- [TASK DIRECTIONS] Your output should be the full listing, unchanged.

- [RECORDS FOR THE TASK]
..............................

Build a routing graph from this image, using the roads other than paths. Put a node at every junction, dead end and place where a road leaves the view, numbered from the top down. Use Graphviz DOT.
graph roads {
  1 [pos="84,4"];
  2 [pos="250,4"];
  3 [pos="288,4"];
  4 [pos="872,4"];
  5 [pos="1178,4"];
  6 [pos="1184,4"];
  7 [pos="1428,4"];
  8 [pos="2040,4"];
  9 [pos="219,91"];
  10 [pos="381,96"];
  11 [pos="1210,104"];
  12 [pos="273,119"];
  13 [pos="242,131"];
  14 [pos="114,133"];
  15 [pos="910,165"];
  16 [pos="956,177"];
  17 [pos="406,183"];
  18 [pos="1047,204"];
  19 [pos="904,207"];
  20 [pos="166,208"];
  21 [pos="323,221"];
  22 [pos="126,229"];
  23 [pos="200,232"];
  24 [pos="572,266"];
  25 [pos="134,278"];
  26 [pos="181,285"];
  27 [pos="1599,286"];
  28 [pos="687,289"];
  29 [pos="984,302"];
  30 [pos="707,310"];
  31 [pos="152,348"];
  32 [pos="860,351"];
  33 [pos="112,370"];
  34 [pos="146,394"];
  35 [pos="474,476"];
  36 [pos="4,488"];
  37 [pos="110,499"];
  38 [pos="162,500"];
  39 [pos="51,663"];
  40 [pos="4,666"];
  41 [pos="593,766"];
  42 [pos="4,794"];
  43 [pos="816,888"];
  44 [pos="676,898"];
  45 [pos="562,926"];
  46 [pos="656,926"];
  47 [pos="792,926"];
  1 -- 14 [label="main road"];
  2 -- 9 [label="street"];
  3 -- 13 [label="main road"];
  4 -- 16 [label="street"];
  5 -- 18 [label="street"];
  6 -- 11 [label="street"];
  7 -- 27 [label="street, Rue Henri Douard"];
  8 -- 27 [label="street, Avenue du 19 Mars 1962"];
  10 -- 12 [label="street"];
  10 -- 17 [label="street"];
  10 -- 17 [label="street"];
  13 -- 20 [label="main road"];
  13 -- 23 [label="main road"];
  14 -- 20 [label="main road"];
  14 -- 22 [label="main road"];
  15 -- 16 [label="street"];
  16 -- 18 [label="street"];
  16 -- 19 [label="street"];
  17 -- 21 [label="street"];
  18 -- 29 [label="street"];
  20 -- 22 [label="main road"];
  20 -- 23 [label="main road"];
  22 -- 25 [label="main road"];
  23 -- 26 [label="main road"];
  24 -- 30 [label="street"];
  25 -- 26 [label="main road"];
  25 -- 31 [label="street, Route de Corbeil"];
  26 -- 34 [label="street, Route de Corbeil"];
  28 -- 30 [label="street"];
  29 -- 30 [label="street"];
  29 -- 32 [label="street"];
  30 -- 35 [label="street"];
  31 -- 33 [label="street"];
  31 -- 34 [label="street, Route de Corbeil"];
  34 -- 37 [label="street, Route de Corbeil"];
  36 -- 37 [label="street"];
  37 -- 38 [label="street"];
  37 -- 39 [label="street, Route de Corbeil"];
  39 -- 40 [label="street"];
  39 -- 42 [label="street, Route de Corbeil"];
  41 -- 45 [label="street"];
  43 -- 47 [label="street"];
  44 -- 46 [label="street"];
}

..............................

- [ANSWER FOR THIS EXERCISE]
Build a routing graph from this image, using the roads other than paths. Put a node at every junction, dead end and place where a road leaves the view, numbered from the top down. Use Graphviz DOT.
graph roads {
  1 [pos="84,4"];
  2 [pos="250,4"];
  3 [pos="288,4"];
  4 [pos="872,4"];
  5 [pos="1178,4"];
  6 [pos="1184,4"];
  7 [pos="1428,4"];
  8 [pos="2040,4"];
  9 [pos="219,91"];
  10 [pos="381,96"];
  11 [pos="1210,104"];
  12 [pos="273,119"];
  13 [pos="242,131"];
  14 [pos="114,133"];
  15 [pos="910,165"];
  16 [pos="956,177"];
  17 [pos="406,183"];
  18 [pos="1047,204"];
  19 [pos="904,207"];
  20 [pos="166,208"];
  21 [pos="323,221"];
  22 [pos="126,229"];
  23 [pos="200,232"];
  24 [pos="572,266"];
  25 [pos="134,278"];
  26 [pos="181,285"];
  27 [pos="1599,286"];
  28 [pos="687,289"];
  29 [pos="984,302"];
  30 [pos="707,310"];
  31 [pos="152,348"];
  32 [pos="860,351"];
  33 [pos="112,370"];
  34 [pos="146,394"];
  35 [pos="474,476"];
  36 [pos="4,488"];
  37 [pos="110,499"];
  38 [pos="162,500"];
  39 [pos="51,663"];
  40 [pos="4,666"];
  41 [pos="593,766"];
  42 [pos="4,794"];
  43 [pos="816,888"];
  44 [pos="676,898"];
  45 [pos="562,926"];
  46 [pos="656,926"];
  47 [pos="792,926"];
  1 -- 14 [label="main road"];
  2 -- 9 [label="street"];
  3 -- 13 [label="main road"];
  4 -- 16 [label="street"];
  5 -- 18 [label="street"];
  6 -- 11 [label="street"];
  7 -- 27 [label="street, Rue Henri Douard"];
  8 -- 27 [label="street, Avenue du 19 Mars 1962"];
  10 -- 12 [label="street"];
  10 -- 17 [label="street"];
  10 -- 17 [label="street"];
  13 -- 20 [label="main road"];
  13 -- 23 [label="main road"];
  14 -- 20 [label="main road"];
  14 -- 22 [label="main road"];
  15 -- 16 [label="street"];
  16 -- 18 [label="street"];
  16 -- 19 [label="street"];
  17 -- 21 [label="street"];
  18 -- 29 [label="street"];
  20 -- 22 [label="main road"];
  20 -- 23 [label="main road"];
  22 -- 25 [label="main road"];
  23 -- 26 [label="main road"];
  24 -- 30 [label="street"];
  25 -- 26 [label="main road"];
  25 -- 31 [label="street, Route de Corbeil"];
  26 -- 34 [label="street, Route de Corbeil"];
  28 -- 30 [label="street"];
  29 -- 30 [label="street"];
  29 -- 32 [label="street"];
  30 -- 35 [label="street"];
  31 -- 33 [label="street"];
  31 -- 34 [label="street, Route de Corbeil"];
  34 -- 37 [label="street, Route de Corbeil"];
  36 -- 37 [label="street"];
  37 -- 38 [label="street"];
  37 -- 39 [label="street, Route de Corbeil"];
  39 -- 40 [label="street"];
  39 -- 42 [label="street, Route de Corbeil"];
  41 -- 45 [label="street"];
  43 -- 47 [label="street"];
  44 -- 46 [label="street"];
}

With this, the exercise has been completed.